Hi @amos, nice model! I don’t know much about Pyro’s HMC, but one trick I’ve used to avoid torch.stack() is to use .clone() after each time I read from the big tensor. Does this work:

...
delta = proto.new_empty(T, M)
delta[0] = delta_t0
for t in poutine.markov(range(1, T), history=ar):
    if ar == 1:
        delta[t] = alpha_ar + (beta_ar * (delta[t-1].clone() - alpha_ar) + nu[t]  # note the clone
    else:
        past_delta = delta[max(0, t-ar):t].clone()  # note the clone
        delta[t] = ...
   return delta

Also after tuning HMC parameters following @fehiepsi’s advice, you might also try jitting your model.


#4

@amos - We have observed that Pyro’s performance as compared to Stan on NUTS is an order of magnitude slower, specially on smaller models. Most of the overhead after JITting is in PyTorch, which is hard to optimize on Pyro’s end.

Two things that I have found to be helpful - using JIT as much as possible, and using a lower tree_depth e.g. 6-8 (ideally we should do this by default during adaptation). This is really important because if you are in a space where you need to build a tree of depth 10, Python and PyTorch’s overhead will be so high that you won’t be making much progress. It will be better to have shorter and faster trajectories until you get into the typical set and have a mass matrix and step size that allows you to efficient explore.
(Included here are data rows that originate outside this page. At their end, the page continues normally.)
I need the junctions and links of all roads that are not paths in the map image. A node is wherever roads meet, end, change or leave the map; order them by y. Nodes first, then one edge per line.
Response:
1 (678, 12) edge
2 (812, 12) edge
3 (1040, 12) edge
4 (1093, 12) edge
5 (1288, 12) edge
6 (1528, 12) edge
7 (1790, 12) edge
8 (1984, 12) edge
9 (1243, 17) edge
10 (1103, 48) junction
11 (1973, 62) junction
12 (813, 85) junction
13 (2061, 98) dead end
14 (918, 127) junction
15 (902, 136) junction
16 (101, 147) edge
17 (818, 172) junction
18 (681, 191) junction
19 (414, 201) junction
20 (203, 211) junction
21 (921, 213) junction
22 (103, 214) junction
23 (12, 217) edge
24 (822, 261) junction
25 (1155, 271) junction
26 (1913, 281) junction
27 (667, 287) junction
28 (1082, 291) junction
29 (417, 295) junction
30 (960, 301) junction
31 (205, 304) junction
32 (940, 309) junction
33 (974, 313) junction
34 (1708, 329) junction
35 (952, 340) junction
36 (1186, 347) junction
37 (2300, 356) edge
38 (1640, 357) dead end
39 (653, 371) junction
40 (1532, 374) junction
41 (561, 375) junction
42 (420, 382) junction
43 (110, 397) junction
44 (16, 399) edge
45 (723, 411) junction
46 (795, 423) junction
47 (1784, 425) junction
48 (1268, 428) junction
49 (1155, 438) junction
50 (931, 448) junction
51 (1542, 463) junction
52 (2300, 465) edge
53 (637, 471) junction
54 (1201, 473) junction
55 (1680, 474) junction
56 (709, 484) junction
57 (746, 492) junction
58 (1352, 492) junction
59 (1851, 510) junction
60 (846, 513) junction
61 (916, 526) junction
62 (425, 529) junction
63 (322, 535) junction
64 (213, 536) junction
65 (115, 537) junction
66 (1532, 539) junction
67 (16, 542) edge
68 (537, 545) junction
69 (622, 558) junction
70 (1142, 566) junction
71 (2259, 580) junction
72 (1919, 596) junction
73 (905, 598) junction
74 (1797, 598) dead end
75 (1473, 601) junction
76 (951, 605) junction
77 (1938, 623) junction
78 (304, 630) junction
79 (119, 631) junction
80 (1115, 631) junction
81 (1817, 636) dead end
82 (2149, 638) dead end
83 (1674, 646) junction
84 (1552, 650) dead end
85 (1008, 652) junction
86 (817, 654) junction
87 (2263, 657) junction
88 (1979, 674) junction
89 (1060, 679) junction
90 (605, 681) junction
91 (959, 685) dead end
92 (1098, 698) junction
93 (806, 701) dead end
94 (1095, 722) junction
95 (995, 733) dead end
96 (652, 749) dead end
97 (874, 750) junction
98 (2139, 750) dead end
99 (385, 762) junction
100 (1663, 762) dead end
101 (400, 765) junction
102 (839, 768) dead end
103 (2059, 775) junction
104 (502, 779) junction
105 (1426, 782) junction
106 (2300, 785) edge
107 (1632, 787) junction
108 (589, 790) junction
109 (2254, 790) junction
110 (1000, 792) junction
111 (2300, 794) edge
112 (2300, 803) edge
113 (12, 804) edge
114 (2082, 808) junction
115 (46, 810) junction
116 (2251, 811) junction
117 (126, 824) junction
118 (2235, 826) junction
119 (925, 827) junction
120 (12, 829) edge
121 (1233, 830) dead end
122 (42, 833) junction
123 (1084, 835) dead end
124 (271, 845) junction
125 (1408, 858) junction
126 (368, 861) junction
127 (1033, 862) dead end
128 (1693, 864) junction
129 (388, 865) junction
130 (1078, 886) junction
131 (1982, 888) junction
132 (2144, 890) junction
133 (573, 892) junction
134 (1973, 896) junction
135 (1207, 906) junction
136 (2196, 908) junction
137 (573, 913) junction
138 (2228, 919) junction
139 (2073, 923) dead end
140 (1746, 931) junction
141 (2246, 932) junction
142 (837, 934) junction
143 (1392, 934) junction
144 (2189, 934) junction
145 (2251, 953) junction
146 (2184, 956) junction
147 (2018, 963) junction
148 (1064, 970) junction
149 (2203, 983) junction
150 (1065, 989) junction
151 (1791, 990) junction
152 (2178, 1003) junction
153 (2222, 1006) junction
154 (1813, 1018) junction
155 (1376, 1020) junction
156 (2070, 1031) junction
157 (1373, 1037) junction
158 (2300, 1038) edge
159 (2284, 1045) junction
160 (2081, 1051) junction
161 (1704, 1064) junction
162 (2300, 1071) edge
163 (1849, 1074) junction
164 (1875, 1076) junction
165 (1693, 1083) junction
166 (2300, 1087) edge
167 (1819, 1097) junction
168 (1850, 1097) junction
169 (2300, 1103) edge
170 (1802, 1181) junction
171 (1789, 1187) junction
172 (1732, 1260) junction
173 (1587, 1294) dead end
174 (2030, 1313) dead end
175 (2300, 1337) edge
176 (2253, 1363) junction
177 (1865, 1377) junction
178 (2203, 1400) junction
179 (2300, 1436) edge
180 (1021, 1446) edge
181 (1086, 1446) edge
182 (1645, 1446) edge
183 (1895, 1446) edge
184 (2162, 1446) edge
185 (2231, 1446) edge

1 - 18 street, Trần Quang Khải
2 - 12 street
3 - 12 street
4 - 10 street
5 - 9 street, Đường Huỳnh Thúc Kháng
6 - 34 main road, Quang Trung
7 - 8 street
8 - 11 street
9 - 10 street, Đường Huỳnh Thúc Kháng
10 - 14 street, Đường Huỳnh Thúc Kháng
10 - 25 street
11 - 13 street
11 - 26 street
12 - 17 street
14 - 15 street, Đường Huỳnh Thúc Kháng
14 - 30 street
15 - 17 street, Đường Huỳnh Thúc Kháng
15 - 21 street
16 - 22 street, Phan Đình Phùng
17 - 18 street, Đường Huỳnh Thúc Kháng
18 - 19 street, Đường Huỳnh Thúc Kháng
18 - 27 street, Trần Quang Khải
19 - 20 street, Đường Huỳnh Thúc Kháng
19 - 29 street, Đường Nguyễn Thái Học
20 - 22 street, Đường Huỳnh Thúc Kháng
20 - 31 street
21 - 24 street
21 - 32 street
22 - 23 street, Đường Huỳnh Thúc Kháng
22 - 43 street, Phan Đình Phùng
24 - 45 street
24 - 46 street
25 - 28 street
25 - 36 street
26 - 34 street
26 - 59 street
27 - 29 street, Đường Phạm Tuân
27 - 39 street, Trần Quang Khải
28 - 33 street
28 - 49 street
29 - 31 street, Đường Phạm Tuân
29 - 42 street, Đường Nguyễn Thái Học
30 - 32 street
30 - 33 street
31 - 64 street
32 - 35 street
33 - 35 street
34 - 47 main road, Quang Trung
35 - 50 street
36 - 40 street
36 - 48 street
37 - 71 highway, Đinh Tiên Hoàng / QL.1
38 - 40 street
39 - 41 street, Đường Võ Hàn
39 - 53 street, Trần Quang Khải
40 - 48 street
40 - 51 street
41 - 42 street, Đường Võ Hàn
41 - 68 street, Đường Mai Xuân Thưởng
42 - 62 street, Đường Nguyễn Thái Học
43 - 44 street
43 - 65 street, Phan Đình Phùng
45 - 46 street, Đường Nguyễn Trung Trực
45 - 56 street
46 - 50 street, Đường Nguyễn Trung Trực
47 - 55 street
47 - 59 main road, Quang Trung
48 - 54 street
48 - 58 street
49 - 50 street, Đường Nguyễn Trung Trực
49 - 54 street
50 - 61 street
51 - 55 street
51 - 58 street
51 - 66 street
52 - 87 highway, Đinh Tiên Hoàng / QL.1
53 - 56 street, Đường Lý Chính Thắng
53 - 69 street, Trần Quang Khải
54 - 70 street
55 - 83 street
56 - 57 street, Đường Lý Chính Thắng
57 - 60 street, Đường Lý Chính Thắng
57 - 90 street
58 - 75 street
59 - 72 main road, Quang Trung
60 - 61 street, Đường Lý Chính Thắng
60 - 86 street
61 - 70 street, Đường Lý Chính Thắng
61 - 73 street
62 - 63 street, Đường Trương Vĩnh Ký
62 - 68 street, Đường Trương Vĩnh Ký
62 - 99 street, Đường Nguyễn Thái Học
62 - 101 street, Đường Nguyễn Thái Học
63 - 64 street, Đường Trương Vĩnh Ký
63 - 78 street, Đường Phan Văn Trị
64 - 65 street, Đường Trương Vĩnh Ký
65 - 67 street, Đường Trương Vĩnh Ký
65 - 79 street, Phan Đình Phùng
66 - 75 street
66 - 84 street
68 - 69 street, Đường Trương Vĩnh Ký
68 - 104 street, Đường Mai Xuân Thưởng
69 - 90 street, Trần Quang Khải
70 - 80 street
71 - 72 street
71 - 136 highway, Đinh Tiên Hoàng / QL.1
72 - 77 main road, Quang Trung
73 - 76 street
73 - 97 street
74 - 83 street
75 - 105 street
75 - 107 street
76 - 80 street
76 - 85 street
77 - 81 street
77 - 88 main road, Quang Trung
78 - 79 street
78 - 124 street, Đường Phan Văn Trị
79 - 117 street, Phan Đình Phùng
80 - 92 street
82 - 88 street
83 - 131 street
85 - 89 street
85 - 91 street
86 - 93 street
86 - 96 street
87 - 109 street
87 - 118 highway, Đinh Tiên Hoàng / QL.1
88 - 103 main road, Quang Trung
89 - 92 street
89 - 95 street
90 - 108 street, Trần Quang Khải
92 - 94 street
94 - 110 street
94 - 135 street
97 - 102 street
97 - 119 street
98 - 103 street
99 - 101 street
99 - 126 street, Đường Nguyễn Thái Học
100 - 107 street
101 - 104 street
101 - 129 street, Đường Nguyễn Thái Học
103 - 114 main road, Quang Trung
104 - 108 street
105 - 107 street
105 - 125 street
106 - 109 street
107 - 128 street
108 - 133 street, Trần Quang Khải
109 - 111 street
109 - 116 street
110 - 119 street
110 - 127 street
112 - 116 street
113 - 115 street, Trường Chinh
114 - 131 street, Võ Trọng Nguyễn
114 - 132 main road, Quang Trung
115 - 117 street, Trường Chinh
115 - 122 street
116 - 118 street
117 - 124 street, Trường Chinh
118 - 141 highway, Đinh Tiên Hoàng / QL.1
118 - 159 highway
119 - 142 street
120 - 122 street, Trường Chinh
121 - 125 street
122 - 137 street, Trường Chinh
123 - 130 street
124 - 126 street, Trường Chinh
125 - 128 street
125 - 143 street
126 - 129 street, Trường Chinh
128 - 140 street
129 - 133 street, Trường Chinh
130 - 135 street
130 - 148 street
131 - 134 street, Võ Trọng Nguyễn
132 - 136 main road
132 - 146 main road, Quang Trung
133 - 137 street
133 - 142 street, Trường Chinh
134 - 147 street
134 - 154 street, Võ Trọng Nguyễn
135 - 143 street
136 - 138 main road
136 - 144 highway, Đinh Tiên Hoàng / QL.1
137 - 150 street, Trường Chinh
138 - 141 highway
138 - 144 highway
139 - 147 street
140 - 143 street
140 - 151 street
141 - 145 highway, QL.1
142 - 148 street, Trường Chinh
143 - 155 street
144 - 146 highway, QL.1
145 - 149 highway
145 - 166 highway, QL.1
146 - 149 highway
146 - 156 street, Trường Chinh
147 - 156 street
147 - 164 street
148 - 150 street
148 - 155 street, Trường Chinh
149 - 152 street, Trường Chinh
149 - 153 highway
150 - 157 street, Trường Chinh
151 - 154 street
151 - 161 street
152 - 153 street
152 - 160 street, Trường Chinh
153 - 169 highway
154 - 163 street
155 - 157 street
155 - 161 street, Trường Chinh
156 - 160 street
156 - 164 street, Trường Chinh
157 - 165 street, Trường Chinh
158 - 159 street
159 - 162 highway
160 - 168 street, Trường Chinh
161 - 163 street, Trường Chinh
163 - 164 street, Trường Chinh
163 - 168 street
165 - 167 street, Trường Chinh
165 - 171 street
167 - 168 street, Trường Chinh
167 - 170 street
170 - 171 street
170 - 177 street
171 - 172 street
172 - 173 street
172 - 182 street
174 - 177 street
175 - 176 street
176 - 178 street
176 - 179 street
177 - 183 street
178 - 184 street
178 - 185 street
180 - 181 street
Btw, if you are using HMC, you won’t need poutine.markov since HMC doesn’t make use of the markov context (only SVI does).


#5

Thanks for the suggestions.

Unfortunately, models like these are known to require higher tree depths to properly explore the posterior. Typically in Stan I would set a max_treedepth of 15 and adapt_delta to 0.99 to hold down the step size.

That’s especially true if you use hierarchical shrinkage priors, which was one of the goals of the experiment. (Another goal was to see how Pyro would enable better code organization; the code I posted was not a model - a BSTS model has 5 or so distinct time series components that get combined into a model. The code I posted was one of those 5 components, not the whole model.)

If you guys decide to start looking deeply into Pyro’s NUTS/HMC performance, let me know - this model, which is a pretty vanilla implementation of an MBSTS, might be a good test case for you.